___ Provided records ___

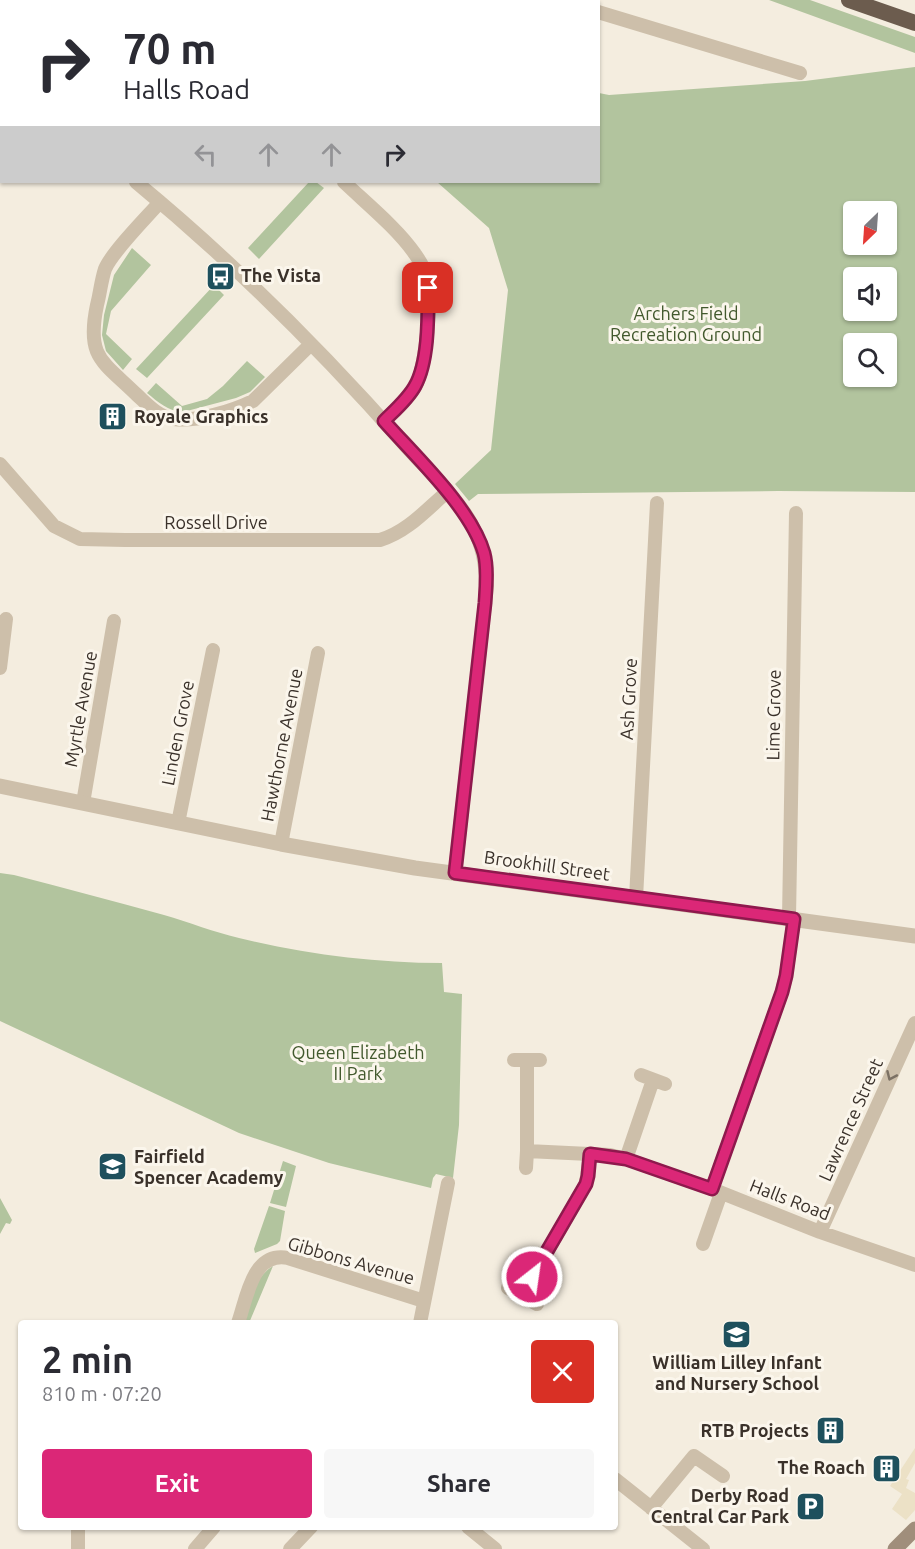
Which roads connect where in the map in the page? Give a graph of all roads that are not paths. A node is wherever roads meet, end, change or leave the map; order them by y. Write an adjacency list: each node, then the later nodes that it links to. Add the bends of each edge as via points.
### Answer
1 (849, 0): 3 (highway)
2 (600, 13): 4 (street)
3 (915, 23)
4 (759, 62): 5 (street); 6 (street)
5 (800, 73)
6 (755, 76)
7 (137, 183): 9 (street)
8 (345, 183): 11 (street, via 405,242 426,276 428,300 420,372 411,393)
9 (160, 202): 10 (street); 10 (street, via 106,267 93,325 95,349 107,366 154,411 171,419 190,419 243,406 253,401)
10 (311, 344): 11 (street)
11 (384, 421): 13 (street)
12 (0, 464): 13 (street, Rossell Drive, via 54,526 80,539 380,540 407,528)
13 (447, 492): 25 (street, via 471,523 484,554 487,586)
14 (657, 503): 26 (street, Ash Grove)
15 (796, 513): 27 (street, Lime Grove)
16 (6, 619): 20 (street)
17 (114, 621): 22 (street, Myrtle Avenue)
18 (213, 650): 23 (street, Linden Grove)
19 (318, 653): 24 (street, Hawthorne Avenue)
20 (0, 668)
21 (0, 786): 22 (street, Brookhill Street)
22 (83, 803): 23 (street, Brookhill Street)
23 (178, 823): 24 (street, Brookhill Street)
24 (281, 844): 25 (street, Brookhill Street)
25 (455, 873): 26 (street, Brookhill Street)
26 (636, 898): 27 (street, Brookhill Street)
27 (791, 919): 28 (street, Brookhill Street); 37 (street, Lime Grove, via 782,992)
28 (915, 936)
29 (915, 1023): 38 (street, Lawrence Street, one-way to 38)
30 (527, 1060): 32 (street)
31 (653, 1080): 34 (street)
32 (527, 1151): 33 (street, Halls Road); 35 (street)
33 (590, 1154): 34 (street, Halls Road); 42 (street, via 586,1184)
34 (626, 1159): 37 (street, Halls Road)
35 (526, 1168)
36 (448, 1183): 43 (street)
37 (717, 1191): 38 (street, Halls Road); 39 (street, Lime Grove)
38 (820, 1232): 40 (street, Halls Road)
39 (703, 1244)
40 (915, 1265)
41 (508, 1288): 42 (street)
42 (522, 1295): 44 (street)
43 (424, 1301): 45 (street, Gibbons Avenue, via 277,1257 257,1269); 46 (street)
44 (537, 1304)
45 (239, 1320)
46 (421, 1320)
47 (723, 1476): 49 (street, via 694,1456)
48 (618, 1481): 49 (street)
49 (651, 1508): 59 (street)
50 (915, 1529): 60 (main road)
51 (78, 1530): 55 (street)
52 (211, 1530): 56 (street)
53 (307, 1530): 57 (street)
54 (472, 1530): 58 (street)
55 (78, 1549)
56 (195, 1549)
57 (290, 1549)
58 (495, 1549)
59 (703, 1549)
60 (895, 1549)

___
___ Provided records ___

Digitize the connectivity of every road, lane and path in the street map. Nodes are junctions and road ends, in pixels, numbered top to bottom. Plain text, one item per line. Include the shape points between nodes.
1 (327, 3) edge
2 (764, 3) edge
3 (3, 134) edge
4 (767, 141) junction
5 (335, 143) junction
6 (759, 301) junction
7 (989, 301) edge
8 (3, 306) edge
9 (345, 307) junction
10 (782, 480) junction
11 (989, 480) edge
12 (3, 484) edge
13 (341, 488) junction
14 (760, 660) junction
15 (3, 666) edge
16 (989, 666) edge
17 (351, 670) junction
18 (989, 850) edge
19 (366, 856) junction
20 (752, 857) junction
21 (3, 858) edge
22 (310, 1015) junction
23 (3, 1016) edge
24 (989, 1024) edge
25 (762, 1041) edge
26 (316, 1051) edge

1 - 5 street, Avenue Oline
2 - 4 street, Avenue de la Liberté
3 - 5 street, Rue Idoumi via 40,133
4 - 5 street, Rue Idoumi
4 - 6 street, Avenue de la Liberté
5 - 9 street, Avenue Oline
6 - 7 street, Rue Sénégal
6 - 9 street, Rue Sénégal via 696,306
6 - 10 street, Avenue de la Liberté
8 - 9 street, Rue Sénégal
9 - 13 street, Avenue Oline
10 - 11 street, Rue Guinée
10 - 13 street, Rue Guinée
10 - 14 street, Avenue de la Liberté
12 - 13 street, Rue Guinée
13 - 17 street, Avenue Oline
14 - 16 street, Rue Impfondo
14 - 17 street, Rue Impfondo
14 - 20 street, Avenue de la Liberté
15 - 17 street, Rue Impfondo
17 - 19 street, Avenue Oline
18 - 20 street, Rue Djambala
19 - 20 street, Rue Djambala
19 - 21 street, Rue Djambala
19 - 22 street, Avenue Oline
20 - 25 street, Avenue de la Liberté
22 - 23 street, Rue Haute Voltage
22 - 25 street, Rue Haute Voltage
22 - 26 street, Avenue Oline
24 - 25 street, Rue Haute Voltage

___

-- What you will do --
Return all lines in the entries above that carry the word "Guinée".

-- Output of the task --
10 - 11 street, Rue Guinée
10 - 13 street, Rue Guinée
12 - 13 street, Rue Guinée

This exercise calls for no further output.